The fund, which is expected to launch this year, will also help the FTSE 100 company to meet a goal of investing at least 5pc of its defined contribution (DC) workplace pension assets in unlisted companies by 2030.
It is understood that Phoenix, which has over £280bn of total assets under management and 12 million customers, currently has less than 1pc of the relevant cash invested in these assets.
This means it needs to plough billions of pounds more into investments such as science and technology over the next five years, which stems from the Chancellor’s Mansion House reforms unveiled last summer.
The fund will also enable thousands of smaller pension funds to gain access to venture capital and high-growth companies by contributing to the investment vehicle.
Smaller funds traditionally do not have the financial firepower to tap into these investments because of the higher costs charged by venture capital firms.
However, by handing over cash to the Phoenix fund, it is possible that even the smallest of Britain’s 27,000 workplace pension schemes will have access to these investments.
This idea has been partly inspired by similar investment funds in Australia, such as IFM which specialises in infrastructure investments.
Mr Hunt has announced he wants to boost returns for savers while directing more cash towards productive, higher-returning assets under plans first announced in last year’s Mansion House speech.
He claimed the reforms could boost individual pension pots by up to £1,000.
However, some pension funds openly warned the Chancellor against mandating UK-based investment, which they say could reduce investor returns.
Phoenix is said to be aiming for around 40pc of UK-focused investment as part of its Mansion House commitment, but sources suggested this was not a target and the focus would be on returns over location.
Britain’s largest local government pension scheme is also understood to be plotting a new UK-focused fund as part of a new £2bn investment drive into private markets.
Border to Coast, which manages the pension pots of local government workers from Bedfordshire to Teesside, will invest hundreds of millions of pounds of this pot into UK infrastructure, private equity and private credit over the next year. This will be achieved through a new “UK Opportunities” fund focusing on British assets.

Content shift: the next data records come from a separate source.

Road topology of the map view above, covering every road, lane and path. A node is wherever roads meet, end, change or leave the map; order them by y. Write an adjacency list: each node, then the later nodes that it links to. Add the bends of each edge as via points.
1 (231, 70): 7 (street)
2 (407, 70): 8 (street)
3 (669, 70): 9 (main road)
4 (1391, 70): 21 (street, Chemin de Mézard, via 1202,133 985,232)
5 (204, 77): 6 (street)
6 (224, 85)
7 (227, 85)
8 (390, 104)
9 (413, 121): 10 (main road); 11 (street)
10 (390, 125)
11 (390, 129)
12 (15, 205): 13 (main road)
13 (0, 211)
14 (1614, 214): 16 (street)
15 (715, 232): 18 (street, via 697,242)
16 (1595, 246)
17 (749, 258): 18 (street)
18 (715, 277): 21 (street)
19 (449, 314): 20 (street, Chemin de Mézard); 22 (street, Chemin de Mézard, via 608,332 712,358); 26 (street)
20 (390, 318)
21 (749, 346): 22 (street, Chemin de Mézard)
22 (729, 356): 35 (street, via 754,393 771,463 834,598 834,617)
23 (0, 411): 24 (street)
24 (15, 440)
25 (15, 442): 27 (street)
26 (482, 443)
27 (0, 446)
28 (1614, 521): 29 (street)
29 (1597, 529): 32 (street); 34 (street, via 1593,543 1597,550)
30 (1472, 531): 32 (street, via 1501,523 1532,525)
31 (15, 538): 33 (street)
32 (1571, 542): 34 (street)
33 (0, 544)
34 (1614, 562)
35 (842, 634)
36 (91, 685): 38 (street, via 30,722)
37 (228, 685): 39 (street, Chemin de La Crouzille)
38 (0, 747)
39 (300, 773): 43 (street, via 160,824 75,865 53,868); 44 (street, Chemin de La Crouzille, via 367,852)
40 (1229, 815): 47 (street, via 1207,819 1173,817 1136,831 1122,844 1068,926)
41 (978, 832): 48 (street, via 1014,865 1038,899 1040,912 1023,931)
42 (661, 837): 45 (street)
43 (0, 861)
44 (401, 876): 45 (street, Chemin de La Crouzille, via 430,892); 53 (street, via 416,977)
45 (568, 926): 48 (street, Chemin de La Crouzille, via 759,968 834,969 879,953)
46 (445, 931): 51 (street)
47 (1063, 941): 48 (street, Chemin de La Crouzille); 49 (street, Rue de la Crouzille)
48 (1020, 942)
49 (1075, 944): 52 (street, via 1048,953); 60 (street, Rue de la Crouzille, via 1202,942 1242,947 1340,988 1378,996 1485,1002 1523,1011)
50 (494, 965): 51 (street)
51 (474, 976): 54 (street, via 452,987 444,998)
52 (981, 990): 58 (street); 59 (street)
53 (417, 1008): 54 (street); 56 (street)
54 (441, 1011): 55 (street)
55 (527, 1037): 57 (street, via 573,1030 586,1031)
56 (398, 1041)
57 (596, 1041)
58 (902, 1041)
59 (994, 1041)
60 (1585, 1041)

Border to Coast is the largest local government pension scheme in the UK with just under £60bn in assets. Its new UK Opportunities fund will target projects including housing, transport and renewable energy, all of which money managers said would benefit UK communities.
The Chancellor also used his March Budget to force asset funds to disclose how much of savers’ money is invested in Britain, as he seeks to drive more domestic investment.
Poorly performing funds will also be blocked from taking on new business from workplace pension schemes under the plans.
Andy Briggs, the boss of Phoenix, has previously warned that British pensioners are not saving enough for retirement.
It is understood that the Government wants to increase the level of compulsory savings poured into pensions via workplace schemes to 12pc, but is yet to consult on the proposal.
Mr Briggs previously told The Telegraph: “The state pension just can’t cope in the way that it was originally designed to do.
“Effectively, state pensions are going to have to be paid later and at a lower level, and people are going to have to make greater personal provision.”
A Phoenix spokesman declined to comment.